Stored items
◇ ◇ ◇
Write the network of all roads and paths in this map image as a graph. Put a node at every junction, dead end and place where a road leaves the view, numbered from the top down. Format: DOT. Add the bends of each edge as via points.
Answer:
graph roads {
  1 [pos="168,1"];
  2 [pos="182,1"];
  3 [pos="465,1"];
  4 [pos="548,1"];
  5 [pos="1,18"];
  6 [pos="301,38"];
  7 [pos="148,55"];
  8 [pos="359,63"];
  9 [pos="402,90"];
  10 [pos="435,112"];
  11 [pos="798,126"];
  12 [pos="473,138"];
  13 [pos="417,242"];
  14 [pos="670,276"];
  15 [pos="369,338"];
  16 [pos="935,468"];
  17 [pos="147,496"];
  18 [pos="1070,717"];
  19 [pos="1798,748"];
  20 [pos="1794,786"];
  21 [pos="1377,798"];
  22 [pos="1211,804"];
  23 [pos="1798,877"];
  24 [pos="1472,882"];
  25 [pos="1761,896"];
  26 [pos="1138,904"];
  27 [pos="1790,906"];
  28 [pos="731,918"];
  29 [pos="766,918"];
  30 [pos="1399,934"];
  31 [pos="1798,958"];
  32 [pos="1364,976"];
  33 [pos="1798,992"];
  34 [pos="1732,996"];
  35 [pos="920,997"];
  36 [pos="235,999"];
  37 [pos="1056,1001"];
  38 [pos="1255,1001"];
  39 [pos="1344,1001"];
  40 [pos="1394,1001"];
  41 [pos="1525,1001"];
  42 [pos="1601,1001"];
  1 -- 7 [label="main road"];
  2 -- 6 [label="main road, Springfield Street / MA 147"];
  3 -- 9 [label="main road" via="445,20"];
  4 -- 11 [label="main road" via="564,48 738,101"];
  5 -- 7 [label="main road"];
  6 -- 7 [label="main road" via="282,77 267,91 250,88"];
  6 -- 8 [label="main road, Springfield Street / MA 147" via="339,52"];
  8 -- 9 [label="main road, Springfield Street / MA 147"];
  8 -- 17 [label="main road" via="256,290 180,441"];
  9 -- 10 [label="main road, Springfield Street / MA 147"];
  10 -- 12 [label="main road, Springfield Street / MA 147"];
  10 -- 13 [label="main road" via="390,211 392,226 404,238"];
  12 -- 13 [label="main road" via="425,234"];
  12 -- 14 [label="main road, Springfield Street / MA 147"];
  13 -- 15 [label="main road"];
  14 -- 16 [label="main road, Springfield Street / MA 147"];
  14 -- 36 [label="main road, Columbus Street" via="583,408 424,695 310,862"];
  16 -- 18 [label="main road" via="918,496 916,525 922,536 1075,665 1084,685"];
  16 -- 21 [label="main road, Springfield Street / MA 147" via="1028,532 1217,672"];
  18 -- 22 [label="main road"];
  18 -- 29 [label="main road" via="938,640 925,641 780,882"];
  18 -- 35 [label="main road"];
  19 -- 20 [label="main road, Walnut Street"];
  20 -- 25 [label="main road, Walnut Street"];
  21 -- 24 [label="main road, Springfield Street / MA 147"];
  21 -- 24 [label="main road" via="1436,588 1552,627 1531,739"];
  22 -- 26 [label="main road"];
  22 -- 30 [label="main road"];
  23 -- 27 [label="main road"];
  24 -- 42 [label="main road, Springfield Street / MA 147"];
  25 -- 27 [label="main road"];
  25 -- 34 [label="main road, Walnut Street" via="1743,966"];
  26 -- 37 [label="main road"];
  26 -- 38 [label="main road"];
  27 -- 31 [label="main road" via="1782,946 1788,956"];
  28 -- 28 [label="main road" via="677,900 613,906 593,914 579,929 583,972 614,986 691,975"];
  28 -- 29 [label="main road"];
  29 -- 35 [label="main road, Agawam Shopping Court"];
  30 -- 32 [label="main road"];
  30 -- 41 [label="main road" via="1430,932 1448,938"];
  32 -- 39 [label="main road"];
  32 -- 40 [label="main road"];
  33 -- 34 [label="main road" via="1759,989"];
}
◇ ◇ ◇
» TRY IT: Word for word, write out each entry shown above.

» SOLUTION TO THIS TASK:
Write the network of all roads and paths in this map image as a graph. Put a node at every junction, dead end and place where a road leaves the view, numbered from the top down. Format: DOT. Add the bends of each edge as via points.
Answer:
graph roads {
  1 [pos="168,1"];
  2 [pos="182,1"];
  3 [pos="465,1"];
  4 [pos="548,1"];
  5 [pos="1,18"];
  6 [pos="301,38"];
  7 [pos="148,55"];
  8 [pos="359,63"];
  9 [pos="402,90"];
  10 [pos="435,112"];
  11 [pos="798,126"];
  12 [pos="473,138"];
  13 [pos="417,242"];
  14 [pos="670,276"];
  15 [pos="369,338"];
  16 [pos="935,468"];
  17 [pos="147,496"];
  18 [pos="1070,717"];
  19 [pos="1798,748"];
  20 [pos="1794,786"];
  21 [pos="1377,798"];
  22 [pos="1211,804"];
  23 [pos="1798,877"];
  24 [pos="1472,882"];
  25 [pos="1761,896"];
  26 [pos="1138,904"];
  27 [pos="1790,906"];
  28 [pos="731,918"];
  29 [pos="766,918"];
  30 [pos="1399,934"];
  31 [pos="1798,958"];
  32 [pos="1364,976"];
  33 [pos="1798,992"];
  34 [pos="1732,996"];
  35 [pos="920,997"];
  36 [pos="235,999"];
  37 [pos="1056,1001"];
  38 [pos="1255,1001"];
  39 [pos="1344,1001"];
  40 [pos="1394,1001"];
  41 [pos="1525,1001"];
  42 [pos="1601,1001"];
  1 -- 7 [label="main road"];
  2 -- 6 [label="main road, Springfield Street / MA 147"];
  3 -- 9 [label="main road" via="445,20"];
  4 -- 11 [label="main road" via="564,48 738,101"];
  5 -- 7 [label="main road"];
  6 -- 7 [label="main road" via="282,77 267,91 250,88"];
  6 -- 8 [label="main road, Springfield Street / MA 147" via="339,52"];
  8 -- 9 [label="main road, Springfield Street / MA 147"];
  8 -- 17 [label="main road" via="256,290 180,441"];
  9 -- 10 [label="main road, Springfield Street / MA 147"];
  10 -- 12 [label="main road, Springfield Street / MA 147"];
  10 -- 13 [label="main road" via="390,211 392,226 404,238"];
  12 -- 13 [label="main road" via="425,234"];
  12 -- 14 [label="main road, Springfield Street / MA 147"];
  13 -- 15 [label="main road"];
  14 -- 16 [label="main road, Springfield Street / MA 147"];
  14 -- 36 [label="main road, Columbus Street" via="583,408 424,695 310,862"];
  16 -- 18 [label="main road" via="918,496 916,525 922,536 1075,665 1084,685"];
  16 -- 21 [label="main road, Springfield Street / MA 147" via="1028,532 1217,672"];
  18 -- 22 [label="main road"];
  18 -- 29 [label="main road" via="938,640 925,641 780,882"];
  18 -- 35 [label="main road"];
  19 -- 20 [label="main road, Walnut Street"];
  20 -- 25 [label="main road, Walnut Street"];
  21 -- 24 [label="main road, Springfield Street / MA 147"];
  21 -- 24 [label="main road" via="1436,588 1552,627 1531,739"];
  22 -- 26 [label="main road"];
  22 -- 30 [label="main road"];
  23 -- 27 [label="main road"];
  24 -- 42 [label="main road, Springfield Street / MA 147"];
  25 -- 27 [label="main road"];
  25 -- 34 [label="main road, Walnut Street" via="1743,966"];
  26 -- 37 [label="main road"];
  26 -- 38 [label="main road"];
  27 -- 31 [label="main road" via="1782,946 1788,956"];
  28 -- 28 [label="main road" via="677,900 613,906 593,914 579,929 583,972 614,986 691,975"];
  28 -- 29 [label="main road"];
  29 -- 35 [label="main road, Agawam Shopping Court"];
  30 -- 32 [label="main road"];
  30 -- 41 [label="main road" via="1430,932 1448,938"];
  32 -- 39 [label="main road"];
  32 -- 40 [label="main road"];
  33 -- 34 [label="main road" via="1759,989"];
}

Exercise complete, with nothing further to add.